* _Problem to work on_: Collect from the data below each line with "Write".

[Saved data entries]

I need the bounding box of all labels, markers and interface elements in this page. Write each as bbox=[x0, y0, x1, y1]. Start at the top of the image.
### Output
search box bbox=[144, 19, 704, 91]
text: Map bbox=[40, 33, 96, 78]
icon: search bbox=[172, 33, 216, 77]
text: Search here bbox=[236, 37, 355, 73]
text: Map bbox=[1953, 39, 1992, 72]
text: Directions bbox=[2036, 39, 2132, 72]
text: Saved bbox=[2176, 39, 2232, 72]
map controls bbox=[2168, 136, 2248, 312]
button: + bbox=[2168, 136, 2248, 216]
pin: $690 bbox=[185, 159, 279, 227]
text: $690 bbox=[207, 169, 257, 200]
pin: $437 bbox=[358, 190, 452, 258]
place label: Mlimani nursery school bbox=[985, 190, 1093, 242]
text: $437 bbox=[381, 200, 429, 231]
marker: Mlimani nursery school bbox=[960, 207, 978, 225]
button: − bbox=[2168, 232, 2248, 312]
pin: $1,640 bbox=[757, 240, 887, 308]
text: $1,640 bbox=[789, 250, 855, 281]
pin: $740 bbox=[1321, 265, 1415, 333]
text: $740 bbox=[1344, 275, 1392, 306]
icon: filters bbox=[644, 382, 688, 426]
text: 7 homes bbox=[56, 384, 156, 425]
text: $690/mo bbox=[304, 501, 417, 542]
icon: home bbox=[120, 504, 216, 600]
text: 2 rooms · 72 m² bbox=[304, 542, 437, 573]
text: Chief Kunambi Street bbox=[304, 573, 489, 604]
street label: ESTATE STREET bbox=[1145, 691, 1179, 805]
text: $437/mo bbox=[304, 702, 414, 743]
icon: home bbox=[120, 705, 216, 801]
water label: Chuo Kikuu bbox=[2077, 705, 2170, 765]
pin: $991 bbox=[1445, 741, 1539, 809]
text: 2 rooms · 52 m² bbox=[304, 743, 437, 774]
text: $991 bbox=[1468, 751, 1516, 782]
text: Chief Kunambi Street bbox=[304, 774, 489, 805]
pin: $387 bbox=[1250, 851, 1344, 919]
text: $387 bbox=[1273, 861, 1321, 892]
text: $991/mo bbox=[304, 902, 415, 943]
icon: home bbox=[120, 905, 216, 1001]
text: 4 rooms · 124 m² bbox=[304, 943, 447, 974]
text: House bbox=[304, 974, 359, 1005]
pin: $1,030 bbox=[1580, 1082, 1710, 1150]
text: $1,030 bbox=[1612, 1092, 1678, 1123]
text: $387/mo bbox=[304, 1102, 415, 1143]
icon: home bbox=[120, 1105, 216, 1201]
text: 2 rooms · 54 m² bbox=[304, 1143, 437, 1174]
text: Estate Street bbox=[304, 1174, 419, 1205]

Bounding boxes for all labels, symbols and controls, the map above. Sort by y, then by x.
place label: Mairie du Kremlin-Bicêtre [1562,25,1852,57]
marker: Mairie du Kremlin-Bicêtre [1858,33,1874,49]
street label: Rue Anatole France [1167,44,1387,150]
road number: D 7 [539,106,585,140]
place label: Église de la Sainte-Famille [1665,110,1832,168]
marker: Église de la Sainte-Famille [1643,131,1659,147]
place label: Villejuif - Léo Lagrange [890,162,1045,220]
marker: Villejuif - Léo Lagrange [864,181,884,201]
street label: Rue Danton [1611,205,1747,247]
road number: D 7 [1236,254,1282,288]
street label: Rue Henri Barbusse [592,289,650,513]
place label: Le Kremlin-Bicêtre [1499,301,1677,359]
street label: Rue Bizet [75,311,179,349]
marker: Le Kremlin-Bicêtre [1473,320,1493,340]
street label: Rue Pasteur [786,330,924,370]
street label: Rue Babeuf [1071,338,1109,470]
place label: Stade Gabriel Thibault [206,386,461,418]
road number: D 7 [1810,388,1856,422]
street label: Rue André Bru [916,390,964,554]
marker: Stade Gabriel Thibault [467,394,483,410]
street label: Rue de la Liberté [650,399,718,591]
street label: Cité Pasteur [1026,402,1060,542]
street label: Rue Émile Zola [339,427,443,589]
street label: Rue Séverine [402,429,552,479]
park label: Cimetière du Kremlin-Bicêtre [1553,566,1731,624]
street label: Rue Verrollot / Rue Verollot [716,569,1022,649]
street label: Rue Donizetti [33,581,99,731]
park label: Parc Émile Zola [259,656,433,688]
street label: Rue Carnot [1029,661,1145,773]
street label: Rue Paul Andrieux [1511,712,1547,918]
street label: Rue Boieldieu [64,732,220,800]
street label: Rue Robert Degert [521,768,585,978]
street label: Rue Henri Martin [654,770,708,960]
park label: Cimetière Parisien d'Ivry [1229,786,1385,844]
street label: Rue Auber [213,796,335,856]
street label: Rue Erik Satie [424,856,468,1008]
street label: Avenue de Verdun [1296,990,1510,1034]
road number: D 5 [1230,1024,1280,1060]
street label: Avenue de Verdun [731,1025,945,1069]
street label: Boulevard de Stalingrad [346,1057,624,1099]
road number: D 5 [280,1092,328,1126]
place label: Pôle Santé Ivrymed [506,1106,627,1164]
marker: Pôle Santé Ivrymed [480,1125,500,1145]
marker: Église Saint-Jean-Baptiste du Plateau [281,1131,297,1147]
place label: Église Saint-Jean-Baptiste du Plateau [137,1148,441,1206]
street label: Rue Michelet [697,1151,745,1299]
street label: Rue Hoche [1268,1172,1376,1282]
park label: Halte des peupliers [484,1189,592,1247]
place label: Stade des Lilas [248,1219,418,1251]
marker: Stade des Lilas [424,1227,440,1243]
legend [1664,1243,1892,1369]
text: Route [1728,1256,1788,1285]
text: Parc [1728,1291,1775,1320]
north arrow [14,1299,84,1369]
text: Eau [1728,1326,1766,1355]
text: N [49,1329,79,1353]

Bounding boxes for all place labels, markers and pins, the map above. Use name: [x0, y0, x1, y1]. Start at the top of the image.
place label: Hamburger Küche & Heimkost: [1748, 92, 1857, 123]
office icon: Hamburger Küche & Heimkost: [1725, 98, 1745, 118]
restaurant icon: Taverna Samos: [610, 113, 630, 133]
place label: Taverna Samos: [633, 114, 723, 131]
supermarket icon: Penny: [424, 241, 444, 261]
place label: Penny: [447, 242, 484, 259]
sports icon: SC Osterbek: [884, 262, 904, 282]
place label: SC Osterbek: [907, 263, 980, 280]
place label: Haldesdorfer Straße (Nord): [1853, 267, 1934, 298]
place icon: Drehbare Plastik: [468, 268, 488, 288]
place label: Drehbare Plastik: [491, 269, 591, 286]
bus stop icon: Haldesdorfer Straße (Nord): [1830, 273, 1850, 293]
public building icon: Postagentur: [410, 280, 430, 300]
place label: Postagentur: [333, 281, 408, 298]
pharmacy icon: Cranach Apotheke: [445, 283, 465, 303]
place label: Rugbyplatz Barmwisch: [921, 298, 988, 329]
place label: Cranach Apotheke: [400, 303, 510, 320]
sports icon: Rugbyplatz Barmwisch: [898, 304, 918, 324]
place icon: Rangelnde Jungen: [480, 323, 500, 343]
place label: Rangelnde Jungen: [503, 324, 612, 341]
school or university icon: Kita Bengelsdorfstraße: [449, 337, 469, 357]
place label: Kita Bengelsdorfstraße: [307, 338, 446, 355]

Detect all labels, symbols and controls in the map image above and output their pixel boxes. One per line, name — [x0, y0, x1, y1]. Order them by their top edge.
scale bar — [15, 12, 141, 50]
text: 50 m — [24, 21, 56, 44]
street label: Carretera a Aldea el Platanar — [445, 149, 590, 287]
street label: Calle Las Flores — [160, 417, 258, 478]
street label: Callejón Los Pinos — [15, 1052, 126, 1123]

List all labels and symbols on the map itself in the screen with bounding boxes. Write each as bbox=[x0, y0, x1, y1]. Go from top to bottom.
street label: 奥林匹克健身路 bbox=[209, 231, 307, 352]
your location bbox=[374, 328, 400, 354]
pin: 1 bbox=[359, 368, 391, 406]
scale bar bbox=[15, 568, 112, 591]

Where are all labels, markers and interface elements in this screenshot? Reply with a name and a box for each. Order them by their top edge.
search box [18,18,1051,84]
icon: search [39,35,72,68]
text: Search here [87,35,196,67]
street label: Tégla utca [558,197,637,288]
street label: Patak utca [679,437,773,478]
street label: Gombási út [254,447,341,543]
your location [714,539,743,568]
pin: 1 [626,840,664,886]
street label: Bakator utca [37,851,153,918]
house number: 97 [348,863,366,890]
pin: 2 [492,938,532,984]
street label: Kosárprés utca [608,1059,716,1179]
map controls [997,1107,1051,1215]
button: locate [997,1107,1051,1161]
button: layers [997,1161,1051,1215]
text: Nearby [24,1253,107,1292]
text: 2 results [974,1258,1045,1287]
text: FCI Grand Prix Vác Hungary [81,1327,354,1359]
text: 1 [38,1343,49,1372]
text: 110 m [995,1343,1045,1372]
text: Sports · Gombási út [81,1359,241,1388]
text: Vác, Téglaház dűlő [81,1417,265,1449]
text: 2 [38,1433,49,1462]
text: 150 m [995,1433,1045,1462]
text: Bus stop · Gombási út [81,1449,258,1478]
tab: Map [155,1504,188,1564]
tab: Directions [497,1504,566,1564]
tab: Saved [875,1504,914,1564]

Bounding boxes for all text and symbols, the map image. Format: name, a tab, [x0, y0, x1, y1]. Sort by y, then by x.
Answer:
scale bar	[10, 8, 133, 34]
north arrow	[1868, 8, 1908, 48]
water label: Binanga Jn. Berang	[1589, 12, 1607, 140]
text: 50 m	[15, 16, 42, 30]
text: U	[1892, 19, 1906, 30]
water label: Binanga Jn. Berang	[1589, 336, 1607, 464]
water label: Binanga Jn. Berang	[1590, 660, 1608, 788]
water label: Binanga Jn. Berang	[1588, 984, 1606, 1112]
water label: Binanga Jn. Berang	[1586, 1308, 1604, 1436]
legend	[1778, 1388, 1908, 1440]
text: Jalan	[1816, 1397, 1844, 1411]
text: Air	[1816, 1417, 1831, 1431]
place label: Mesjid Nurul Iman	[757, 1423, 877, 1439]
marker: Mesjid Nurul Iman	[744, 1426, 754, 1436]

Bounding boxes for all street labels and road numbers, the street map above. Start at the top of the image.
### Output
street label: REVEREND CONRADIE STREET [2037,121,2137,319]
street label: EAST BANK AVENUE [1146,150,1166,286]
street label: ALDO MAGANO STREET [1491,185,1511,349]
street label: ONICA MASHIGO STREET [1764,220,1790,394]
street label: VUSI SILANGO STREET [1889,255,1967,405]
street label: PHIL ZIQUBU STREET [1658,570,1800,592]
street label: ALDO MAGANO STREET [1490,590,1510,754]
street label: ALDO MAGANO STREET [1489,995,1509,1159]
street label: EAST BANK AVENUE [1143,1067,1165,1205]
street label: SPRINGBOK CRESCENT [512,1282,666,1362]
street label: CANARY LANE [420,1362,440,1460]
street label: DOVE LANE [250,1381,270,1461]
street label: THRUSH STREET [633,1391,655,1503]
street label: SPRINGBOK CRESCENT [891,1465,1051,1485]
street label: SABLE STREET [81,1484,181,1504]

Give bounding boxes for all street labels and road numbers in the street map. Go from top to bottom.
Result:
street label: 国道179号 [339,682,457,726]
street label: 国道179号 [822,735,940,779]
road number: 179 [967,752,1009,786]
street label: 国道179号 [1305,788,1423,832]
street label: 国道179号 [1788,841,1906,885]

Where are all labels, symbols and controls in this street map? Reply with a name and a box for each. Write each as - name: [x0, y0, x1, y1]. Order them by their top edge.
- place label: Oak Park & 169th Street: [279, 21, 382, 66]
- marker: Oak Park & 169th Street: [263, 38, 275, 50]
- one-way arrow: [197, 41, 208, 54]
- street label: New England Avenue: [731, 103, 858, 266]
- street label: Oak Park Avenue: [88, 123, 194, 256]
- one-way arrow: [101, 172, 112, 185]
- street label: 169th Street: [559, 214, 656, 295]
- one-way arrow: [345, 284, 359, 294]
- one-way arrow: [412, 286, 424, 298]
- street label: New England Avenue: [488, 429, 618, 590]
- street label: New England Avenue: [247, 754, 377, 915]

* _Answer section_:
I need the bounding box of all labels, markers and interface elements in this page. Write each as bbox=[x0, y0, x1, y1]. Start at the top of the image.
List all labels and symbols on the map itself in the screen with bounding boxes. Write each as bbox=[x0, y0, x1, y1]. Go from top to bottom.
Where are all labels, symbols and controls in this street map? Reply with a name and a box for each. Write each as - name: [x0, y0, x1, y1]. Order them by their top edge.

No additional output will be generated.